Something To Chew On While Squeezed Into Coach When It's A Toasty 0˚ Out

A few things I ran into or got sent my way lately that are worth thinking about.

1. Why Airlines Want to Make You Suffer  BY 

"JetBlue distinguished itself by providing decent, fee-free service for everyone, an approach that seemed to be working: passengers like the airline,  and it made a  consistent profit. Wall Street analysts, however, accused JetBlue of being “overly brand-conscious and customer-focussed.” In November, the airline, under new management, announced that it would follow United, Delta, and the other major carriers by cramming more seats into economy, shrinking leg room, and charging a range of new fees for things like bags and WiFi."

Wu argues that it pays airlines to make you suffer so passengers have to pay to suffer less - buy food, buy an aisle seat, buy a digiplayer, etc.  With all the flying we've been doing to visit my mom, we've enjoyed the benefits of 'elite status' on Alaska Airlines.  But that will end eventually and we'll become cattle again.  And Alaskans don't really have the options like driving,  or taking  buses or trains.  A key point in the article is the lack of competition.  Probably the most evil aspect of all the airline charges for me is the change fee.  It's totally gouging the flier.  If you change online, it costs the airline nothing (or practically nothing.)  And since most flights are full anyway nowadays, changes won't cost them seats, especially if they graduate the fee from nothing to something the week before the flight.  And the anguish they cause people who want to change, but would take a big financial hit if they did, is real.  It's one of those "just because we can" fees.

2. S sent me this long Outdoors article on how fake meat is going to revolutionize eating, save energy, and reduce global warming.
"I dumped meat a few weeks ago, and it was not an easy breakup. Some of my most treasured moments have involved a deck, a beer, and a cheeseburger. But the more I learned, the more I understood that the relationship wasn’t good for either of us. A few things you should never do if you want to eat factory meat in unconflicted bliss: write a story on water scarcity in the American Southwest;  How much shit is in my hamburger?'; watch undercover video of a slaughterhouse in action; and read the 2009 Worldwatch Institute report 'Livestock and Climate Change."

It has cameo parts by Bill Gates and NY Times food writer, Mark Bittman.  It focuses on Beyond Meat where they are rethinking how to get the taste and texture of meat from plants.  As a mostly vegetarian who believes the meat industry is bad for animals and bad for the environment and for consumers' health, this all sounds like good news.  But there's still a part of me that knows that every solution has its own new problems. 

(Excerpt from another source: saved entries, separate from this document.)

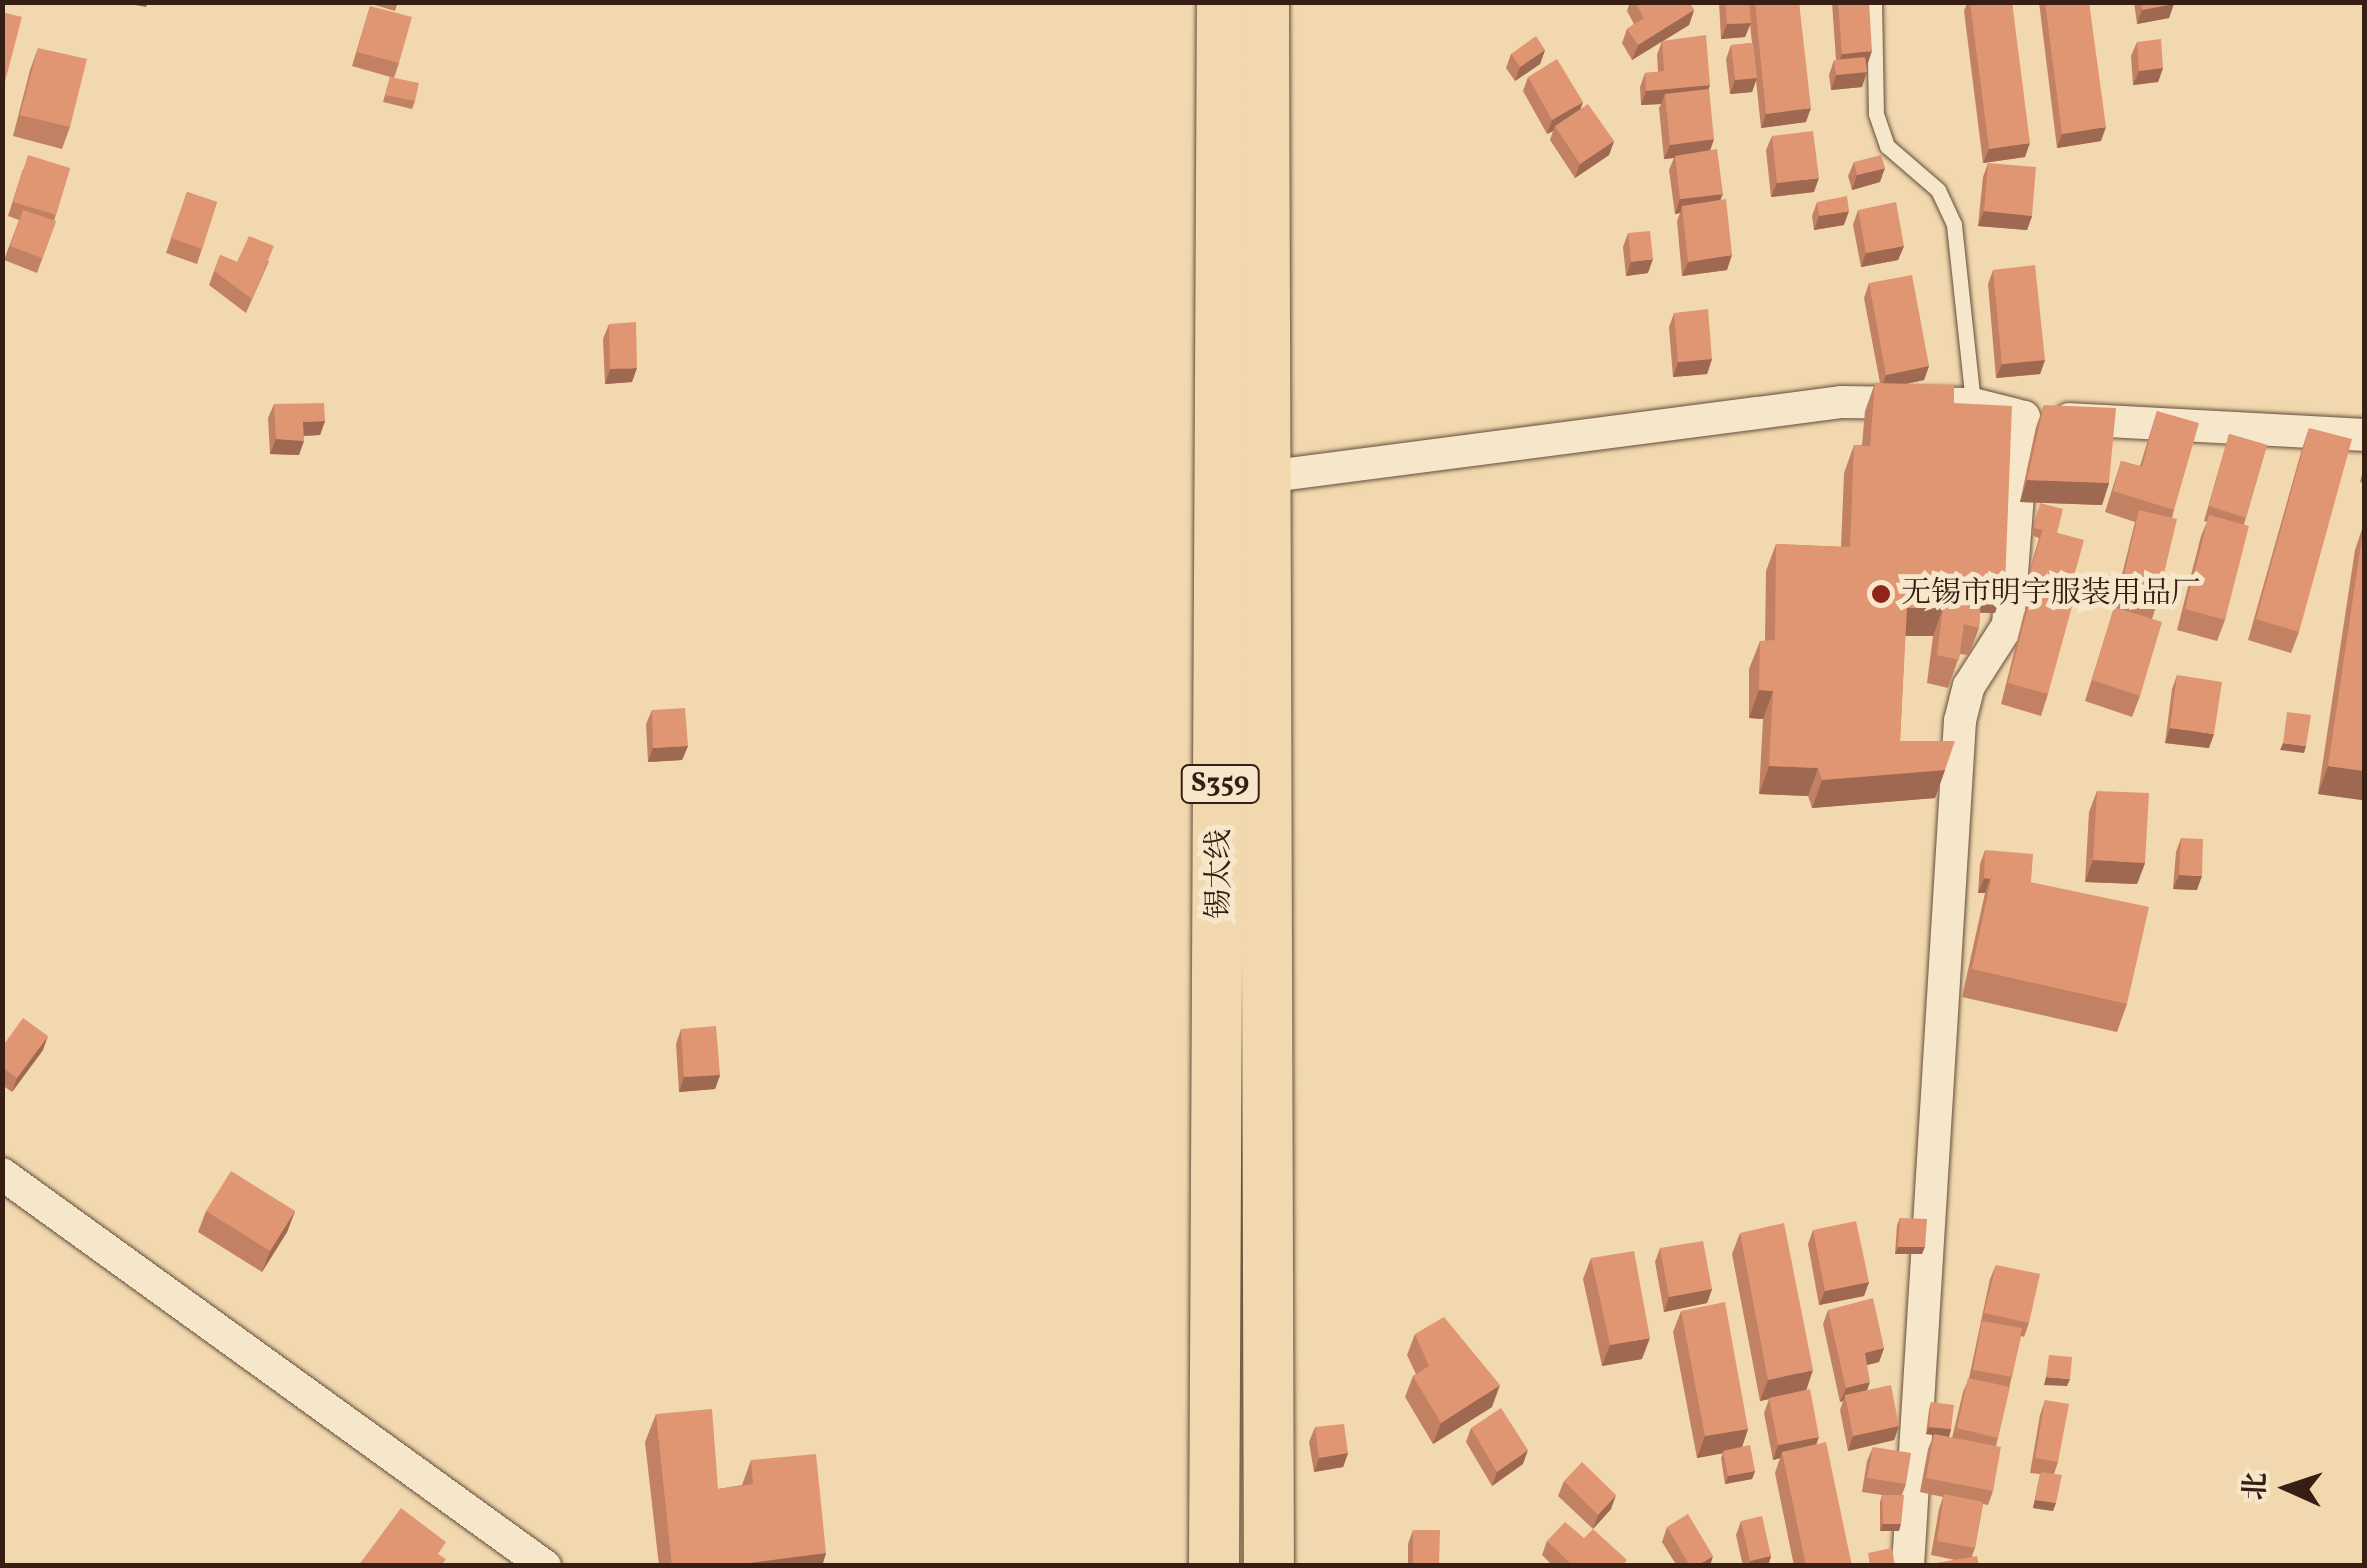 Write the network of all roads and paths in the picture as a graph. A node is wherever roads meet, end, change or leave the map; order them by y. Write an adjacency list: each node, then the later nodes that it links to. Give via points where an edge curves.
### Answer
1 (1222, 2): 10 (main road, 锡太线 / S359)
2 (1264, 2): 7 (main road, 锡太线 / S359)
3 (1874, 2): 4 (lane, via 1876,114 1887,146 1938,190 1954,224)
4 (1972, 404): 5 (street); 7 (street, via 1842,402)
5 (2024, 417): 6 (street); 12 (street, via 2008,625 1969,686 1960,721)
6 (2364, 435)
7 (1264, 477): 11 (main road, 锡太线 / S359)
8 (2, 1174): 9 (street)
9 (545, 1566)
10 (1214, 1566)
11 (1269, 1566)
12 (1908, 1566)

3.  Another unfortunate layout design in Alaska Dispatch News this week.   Do I even need to explain why I think this photo should not be next to this headline and story?  As a blogger I understand how easy it is to miss this sort of thing.  This is just friendly teasing.  But it's two like this in two months.  
*The screenshot is from the online version of the paper edition that you need a subscription.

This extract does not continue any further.